English 166

Special Topics: Literary and Cinematic Cities


Section Semester Instructor Time Location Course Areas
4 Spring 2010 Edwards, Erin E
Edwards, Erin
TTh 2-3:30 122 Wheeler

Other Readings and Media

Breton, A.: Nadja; Calvino, I.: Invisible Cities; Ellison, R.: Invisible Man; Joyce, J.: Dubliners; Pynchon, T.: The Crying of Lot 49; Woolf, V.: Mrs. Dalloway

Films: Metropolis (1927); Rear Window (1954); Blade Runner (1982)

Description

This course examines representations of the city in twentieth-century literature and film, asking how urban experience shapes modernist and postmodernist aesthetics. The course will examine the material conditions and demands of the city, but it will also consider the city as, in Italo Calvino’s terms, “made of desires and fears,” as complex, unstable sites of community and alienation, novel enticements and novel anxieties. In Invisible Cities, Calvino writes:

With cities it is as with dreams; everything imaginable can be dreamed, but even the most unexpected dream is a rebus that conceals a desire or its reverse, a fear. Cities, like dreams, are made of desires and fears, even if the thread of their discourse is secret, their rules are absurd, their perspectives deceitful, and everything conceals something else.

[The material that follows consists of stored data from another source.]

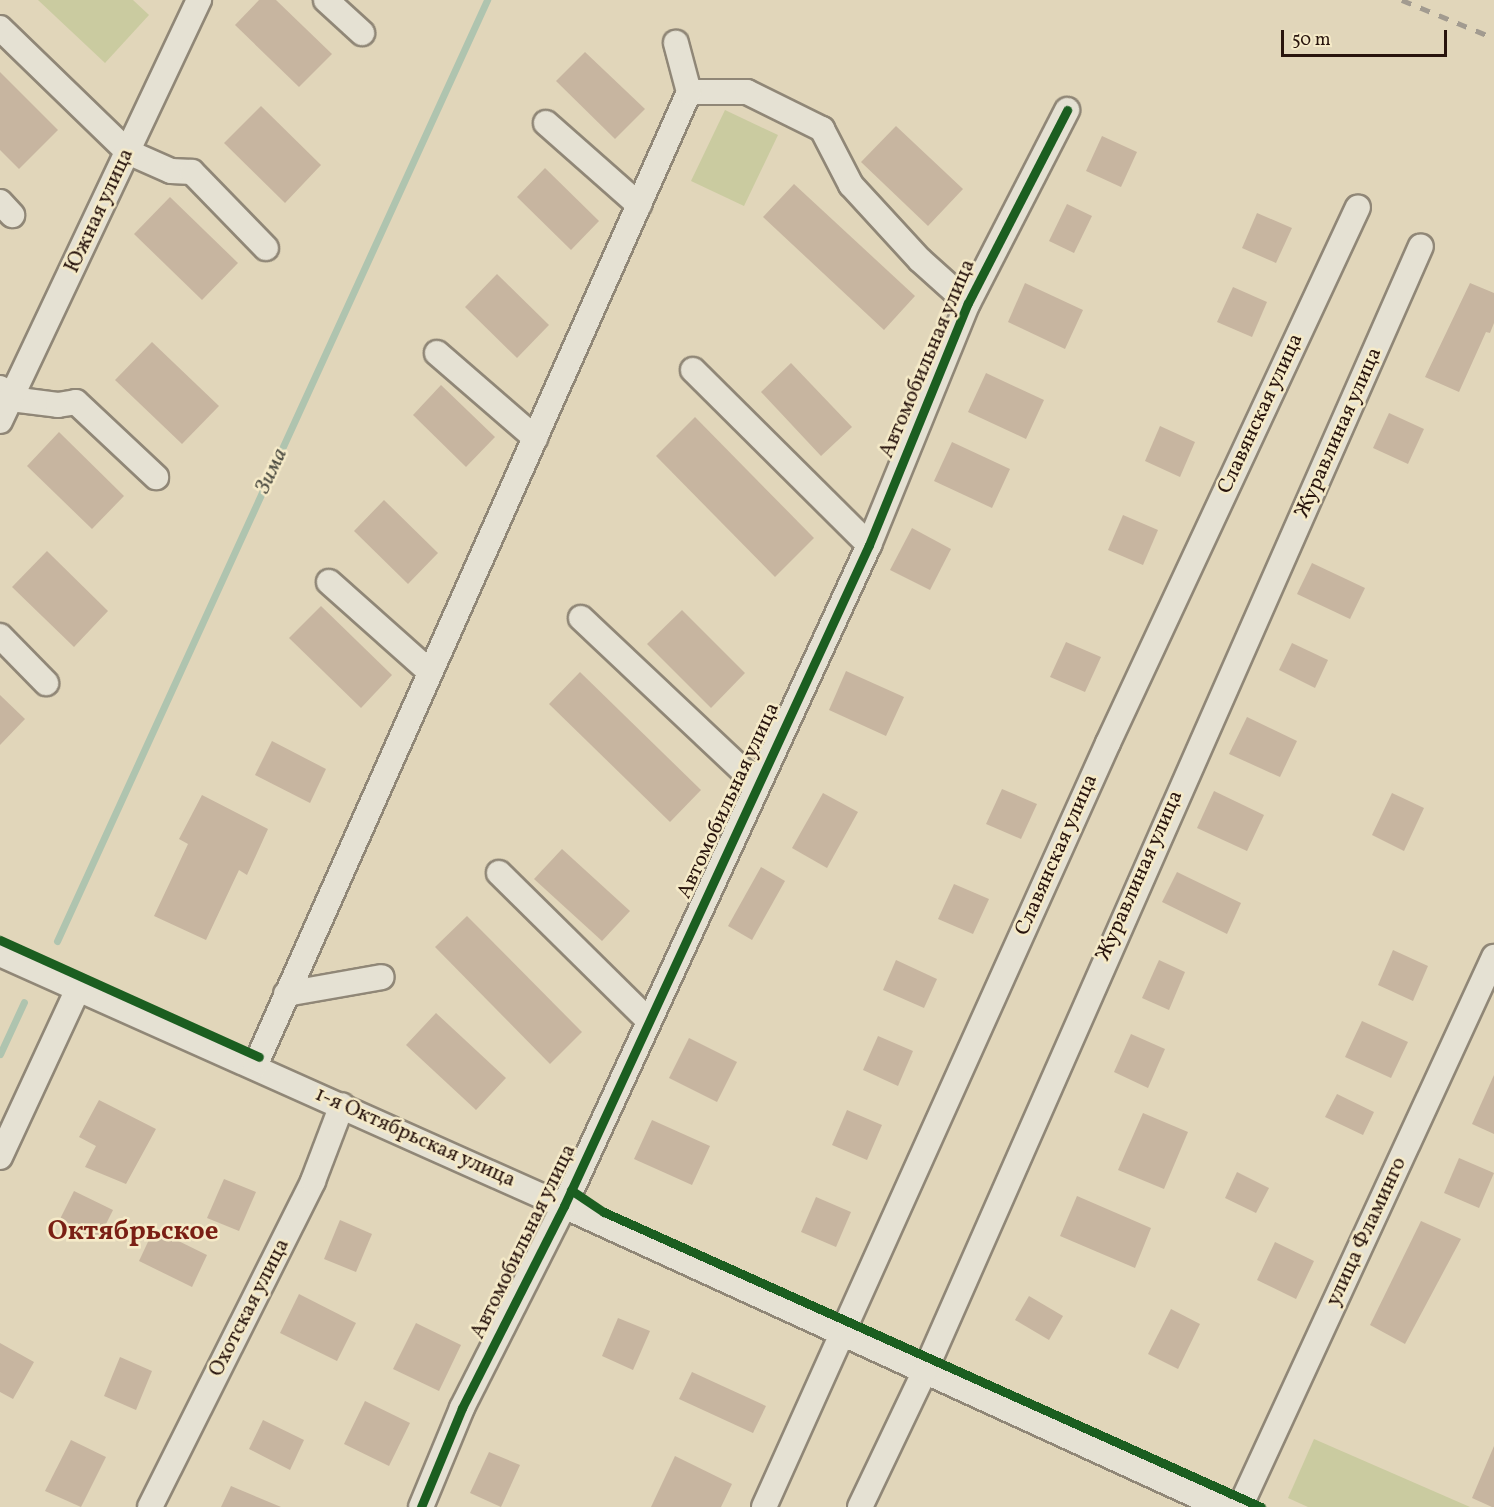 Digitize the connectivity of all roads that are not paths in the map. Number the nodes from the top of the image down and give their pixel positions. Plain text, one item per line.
1 (199, 0) edge
2 (326, 0) edge
3 (0, 28) edge
4 (362, 33) dead end
5 (676, 43) dead end
6 (689, 92) junction
7 (1067, 110) dead end
8 (546, 123) dead end
9 (128, 152) junction
10 (639, 205) junction
11 (1358, 207) dead end
12 (1421, 246) dead end
13 (266, 248) dead end
14 (968, 303) junction
15 (437, 353) dead end
16 (693, 370) dead end
17 (5, 393) edge
18 (0, 421) edge
19 (535, 438) junction
20 (156, 477) dead end
21 (869, 545) junction
22 (329, 582) dead end
23 (581, 618) dead end
24 (0, 636) edge
25 (430, 672) junction
26 (46, 683) dead end
27 (757, 784) junction
28 (499, 873) dead end
29 (0, 954) edge
30 (1494, 957) edge
31 (382, 977) dead end
32 (79, 987) junction
33 (286, 994) junction
34 (648, 1020) junction
35 (255, 1066) junction
36 (342, 1105) junction
37 (0, 1157) edge
38 (564, 1206) junction
39 (840, 1332) junction
40 (925, 1371) junction
41 (150, 1507) edge
42 (421, 1507) edge
43 (764, 1507) edge
44 (860, 1507) edge
45 (1221, 1507) edge
46 (1240, 1507) edge

1 - 9 street, Южная улица
2 - 4 street
3 - 9 street
5 - 6 street
6 - 10 street
6 - 14 street
7 - 14 street, Автомобильная улица
8 - 10 street
9 - 13 street
9 - 17 street, Южная улица
10 - 19 street
11 - 39 street, Славянская улица
12 - 40 street, Журавлиная улица
14 - 21 street, Автомобильная улица
15 - 19 street
16 - 21 street
17 - 18 street, Южная улица
17 - 20 street
19 - 25 street
21 - 27 street, Автомобильная улица
22 - 25 street
23 - 27 street
24 - 26 street
25 - 33 street
27 - 34 street, Автомобильная улица
28 - 34 street
29 - 32 street, 1-я Октябрьская улица
30 - 46 street, улица Фламинго
31 - 33 street
32 - 35 street, 1-я Октябрьская улица
32 - 37 street
33 - 35 street
34 - 38 street, Автомобильная улица
35 - 36 street, 1-я Октябрьская улица
36 - 38 street, 1-я Октябрьская улица
36 - 41 street, Охотская улица
38 - 39 street, 1-я Октябрьская улица
38 - 42 street, Автомобильная улица
39 - 40 street, 1-я Октябрьская улица
39 - 43 street, Славянская улица
40 - 44 street, Журавлиная улица
40 - 45 street, 1-я Октябрьская улица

Calvino suggests that the city, like a text, is a kind of representational riddle that invites interpretation or decoding. We will thus consider the way in which urban experience produces a particular kind of subject who must interpret the city’s palimpsistic layers and create his or her place within its perspectival vicissitudes. Our texts take us into particular cities—Paris, London, Dublin, New York, and San Francisco—but the course is also, more generally, a consideration of the way in which one’s relation to and experience of place shape subjectivity.